1. Take default loss function for granted
Many practitioners train and pick the best model using the default loss
function (e.g., squared error). In practice, off-the-shelf loss function rarely
aligns with the business objective. Take fraud detection as an example. When
trying to detect fraudulent transactions, the business objective is to minimize
the fraud loss. The off-the-shelf loss function of binary classifiers weighs
false positives and false negatives equally. To align with the business
objective, the loss function should not only penalize false negatives more than
false positives, but also penalize each false negative in proportion to the
dollar amount. Also, data sets in fraud detection usually contain highly
imbalanced labels.
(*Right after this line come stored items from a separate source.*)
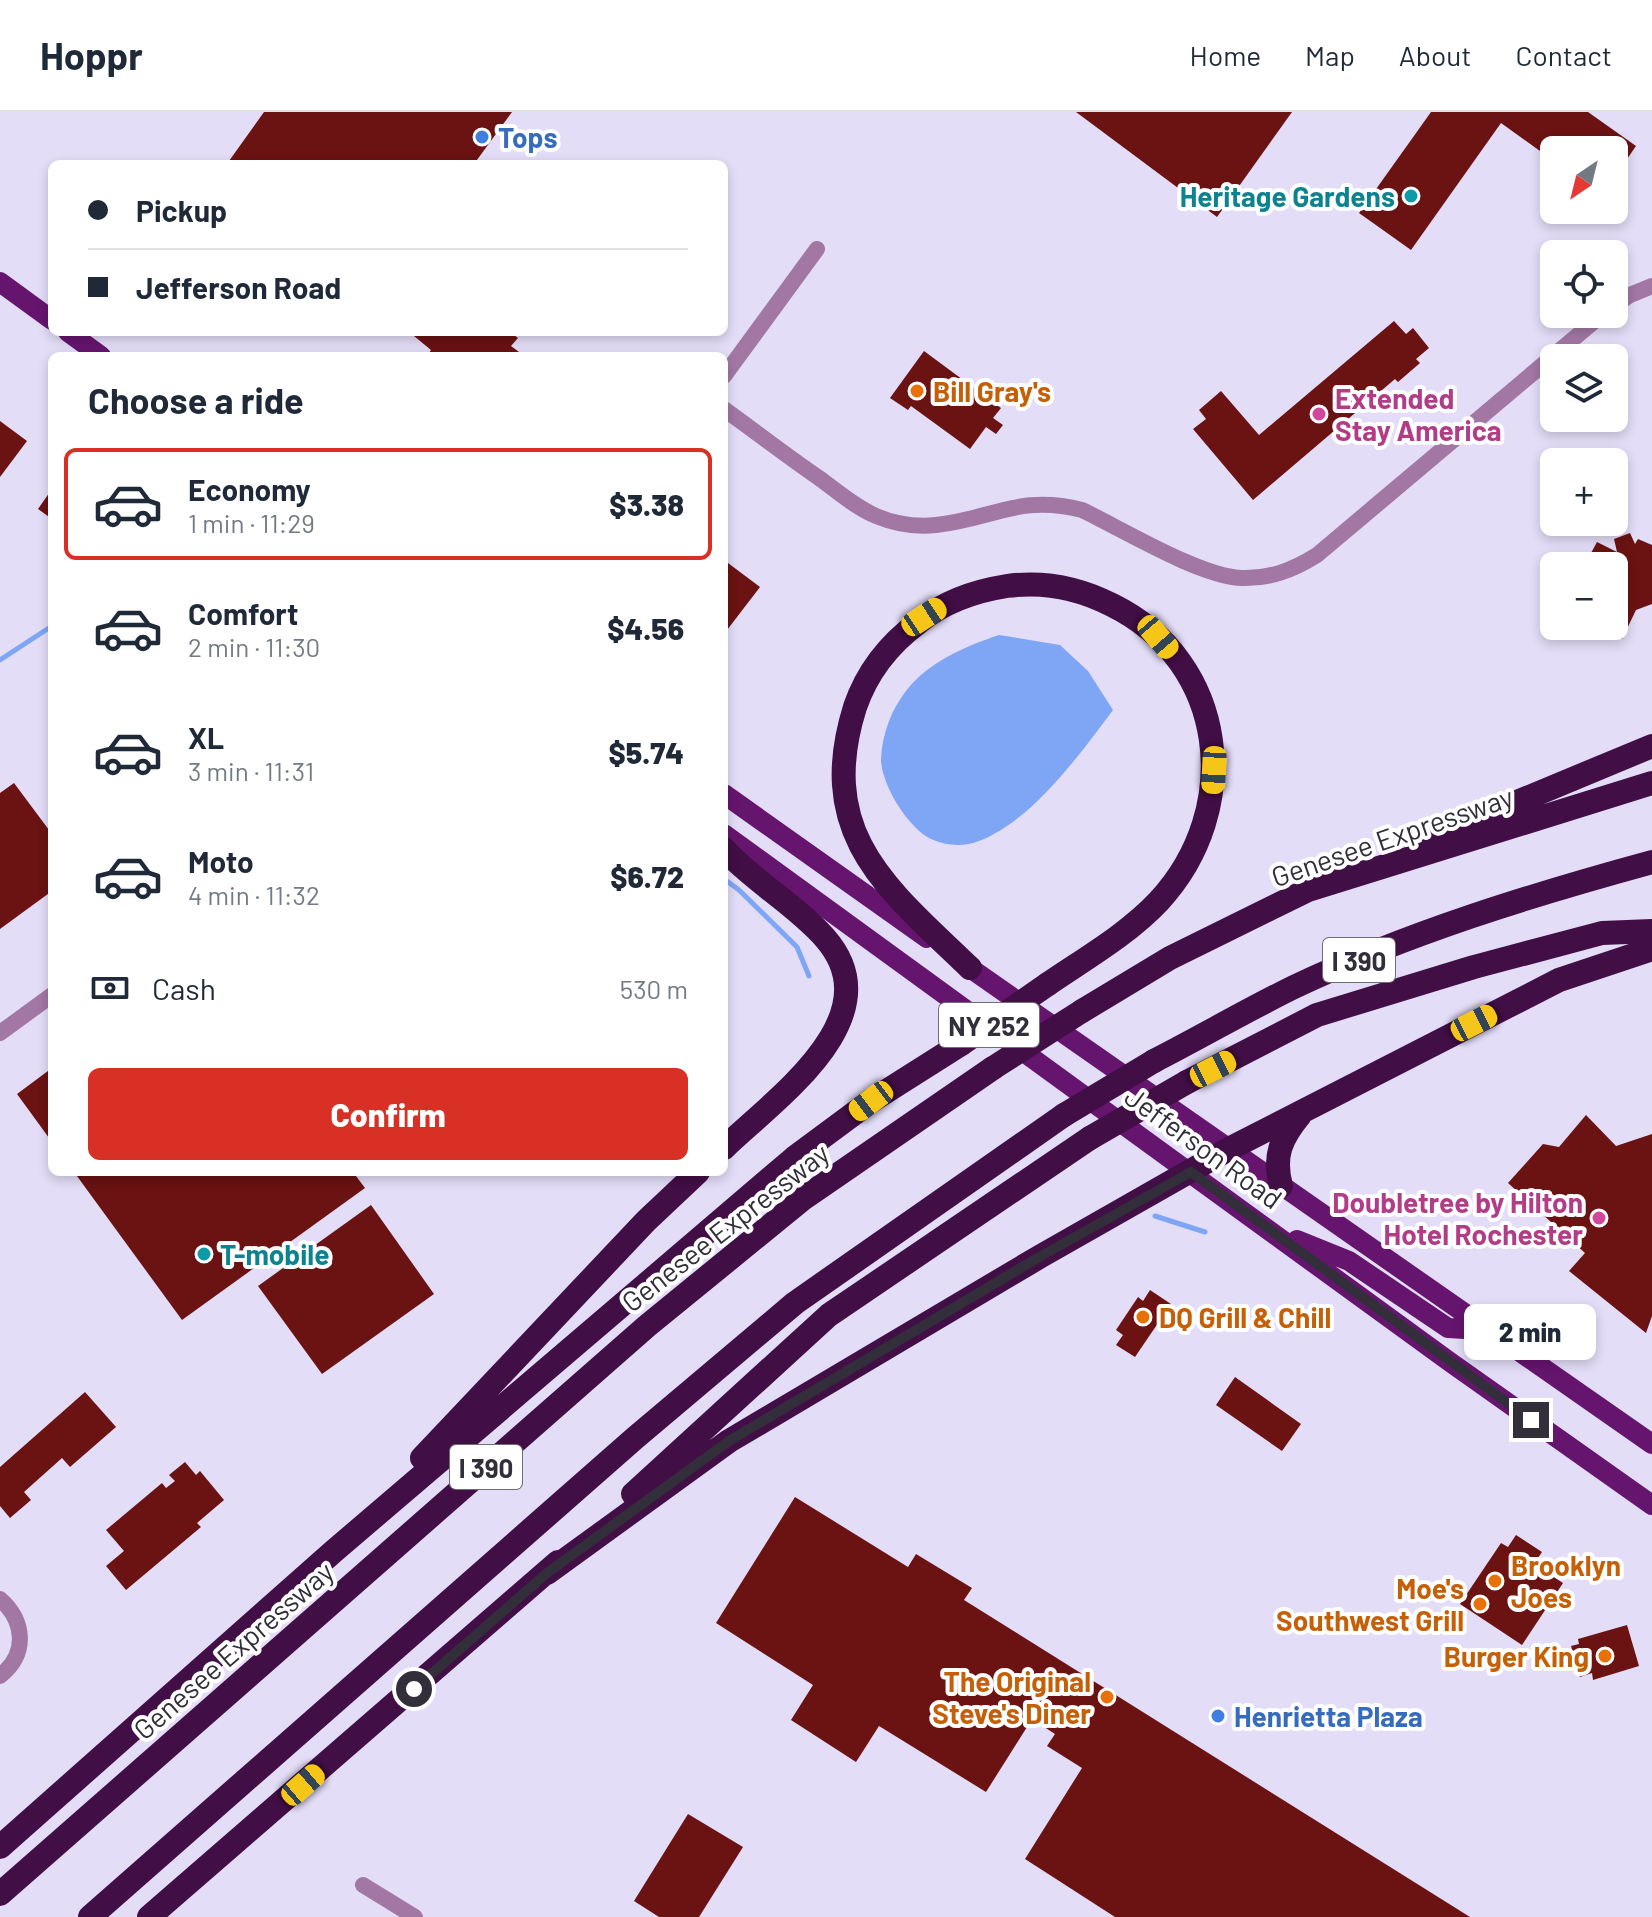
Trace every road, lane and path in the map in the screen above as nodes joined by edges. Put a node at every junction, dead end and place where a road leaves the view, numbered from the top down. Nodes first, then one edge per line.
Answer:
1 (817, 249) dead end
2 (0, 282) edge
3 (1652, 286) edge
4 (1628, 296) edge
5 (48, 317) edge
6 (1586, 328) edge
7 (74, 336) edge
8 (96, 352) edge
9 (728, 371) edge
10 (728, 412) edge
11 (1652, 746) edge
12 (1652, 783) edge
13 (728, 797) edge
14 (728, 837) edge
15 (728, 853) edge
16 (1652, 862) edge
17 (1308, 890) junction
18 (1652, 931) edge
19 (1652, 949) edge
20 (970, 968) junction
21 (48, 998) edge
22 (0, 1033) edge
23 (1304, 1111) junction
24 (728, 1144) edge
25 (1229, 1149) junction
26 (1191, 1172) junction
27 (694, 1176) edge
28 (1281, 1186) junction
29 (1267, 1227) junction
30 (1479, 1322) junction
31 (1652, 1444) edge
32 (1652, 1505) edge
33 (334, 1551) junction
34 (547, 1573) junction
35 (0, 1599) edge
36 (0, 1676) edge
37 (0, 1847) edge
38 (363, 1885) dead end
39 (0, 1894) edge
40 (90, 1917) edge
41 (149, 1917) edge
42 (415, 1917) edge

1 - 9 street
2 - 5 main road
3 - 4 street
6 - 10 street
7 - 8 main road
11 - 17 highway
12 - 17 highway, Genesee Expressway / I 390
13 - 20 main road, Jefferson Road / NY 252
14 - 26 main road, Jefferson Road / NY 252
15 - 24 highway
16 - 40 highway, I 390, bridge
17 - 39 highway, Genesee Expressway / I 390, bridge
18 - 34 highway, bridge
19 - 23 highway
20 - 25 main road, Jefferson Road / NY 252
20 - 33 highway, bridge
21 - 22 street
23 - 25 highway
23 - 28 highway
25 - 26 highway
25 - 28 main road, Jefferson Road / NY 252
26 - 29 main road, Jefferson Road / NY 252
26 - 34 highway
27 - 33 highway
28 - 30 main road, Jefferson Road / NY 252
29 - 30 main road
29 - 32 main road, Jefferson Road / NY 252
30 - 31 main road, Jefferson Road / NY 252
33 - 37 highway
34 - 41 highway
35 - 36 street
38 - 42 street

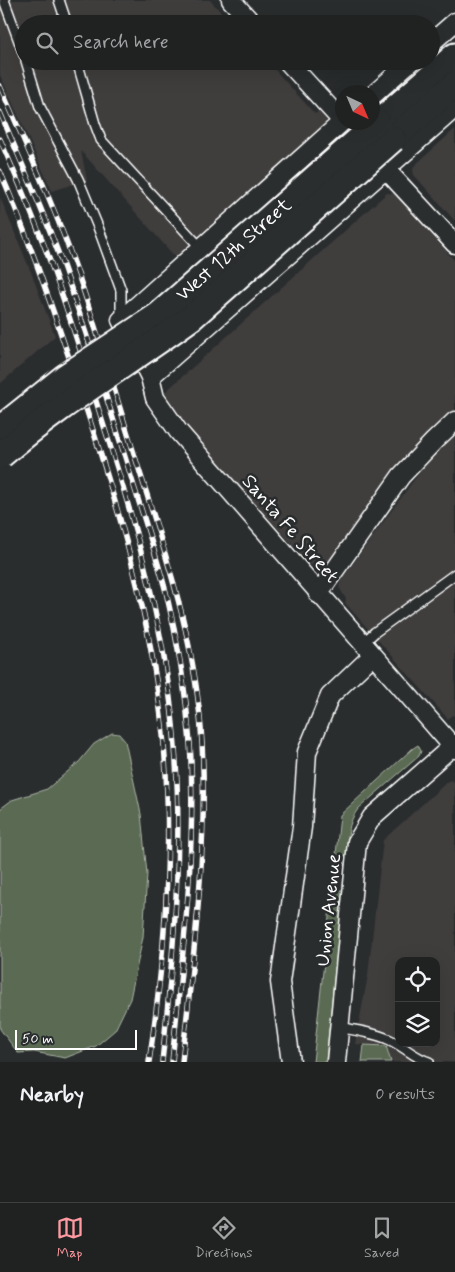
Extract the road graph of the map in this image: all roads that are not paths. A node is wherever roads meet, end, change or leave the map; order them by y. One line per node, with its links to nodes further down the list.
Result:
1 (4, 0): 7 (lane)
2 (59, 0): 4 (lane)
3 (231, 0): 5 (street)
4 (64, 15)
5 (245, 15)
6 (455, 22): 8 (street)
7 (15, 30)
8 (440, 35)
9 (455, 56): 11 (main road, West 12th Street, bridge)
10 (455, 68): 23 (street)
11 (440, 69)
12 (29, 70): 27 (lane)
13 (80, 70): 26 (lane)
14 (295, 70): 19 (street)
15 (401, 70): 18 (street)
16 (439, 70): 30 (main road, West 12th Street, bridge)
17 (455, 84): 31 (main road, West 12th Street, bridge)
18 (380, 89)
19 (335, 113)
20 (452, 116): 24 (street, West 12th Street)
21 (335, 129): 26 (street, West 12th Street)
22 (350, 130): 24 (street)
23 (382, 133)
24 (386, 169): 25 (street); 28 (street, West 12th Street)
25 (455, 244)
26 (201, 248): 27 (street, West 12th Street)
27 (121, 320): 28 (street, Santa Fe Street)
28 (150, 377): 33 (street, Santa Fe Street)
29 (455, 421): 33 (street)
30 (0, 429)
31 (0, 456)
32 (455, 574): 34 (lane)
33 (318, 594): 34 (street, Santa Fe Street)
34 (367, 650): 35 (street, Santa Fe Street); 37 (street)
35 (454, 746): 36 (street, Union Avenue)
36 (339, 1027): 38 (street, Union Avenue); 39 (lane)
37 (291, 1062)
38 (336, 1062)
39 (429, 1062)

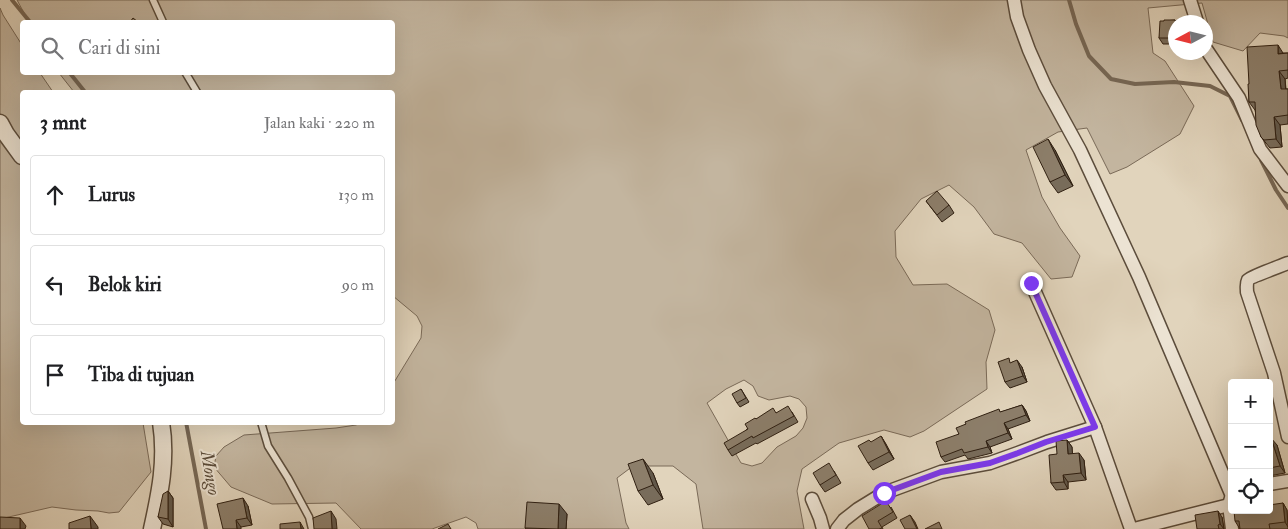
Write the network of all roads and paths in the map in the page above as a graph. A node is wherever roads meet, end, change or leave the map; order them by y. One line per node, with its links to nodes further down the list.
1 (153, 0): 5 (lane)
2 (1014, 0): 20 (street)
3 (1190, 0): 4 (street)
4 (1195, 15)
5 (162, 20)
6 (1213, 59): 11 (street)
7 (187, 75): 8 (lane)
8 (196, 90)
9 (0, 123): 10 (street)
10 (20, 153)
11 (1288, 186)
12 (1288, 263): 17 (street)
13 (1031, 283): 16 (street)
14 (161, 425): 24 (street)
15 (263, 425): 25 (lane)
16 (1095, 427): 27 (street); 28 (street)
17 (1288, 437)
18 (1288, 481): 19 (street)
19 (1273, 483)
20 (1228, 487)
21 (812, 499): 26 (street)
22 (1228, 504): 28 (street)
23 (1230, 514): 29 (street)
24 (152, 529)
25 (312, 529)
26 (823, 529)
27 (837, 529)
28 (1133, 529)
29 (1232, 529)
In these cases, bias the loss function in favor of the rare
case (e.g., through up/down sampling).
2. Use plain linear models for non-linear interaction
When building a binary classifier, many practitioners immediately jump to
logistic regression because it’s simple. But, many also forget that logistic
regression is a linear model and the non-linear interaction among predictors
need to be encoded manually. Returning to fraud detection, high order
interaction features like "billing address = shipping address and transaction
amount < $50" are required for good model performance. So one should prefer
non-linear models like SVM with kernel or tree based classifiers that bake in
higher-order interaction features.
3. Forget about outliers
Outliers are interesting. Depending on the context, they either deserve
special attention or should be completely ignored. Take the example of revenue
forecasting. If unusual spikes of revenue are observed, it‘s probably a good
idea to pay extra attention to them and figure out what caused the spike. But if
the outliers are due to mechanical error, measurement error or anything else
that’s not generalizable, it’s a good idea to filter out these outliers before
feeding the data to the modeling algorithm.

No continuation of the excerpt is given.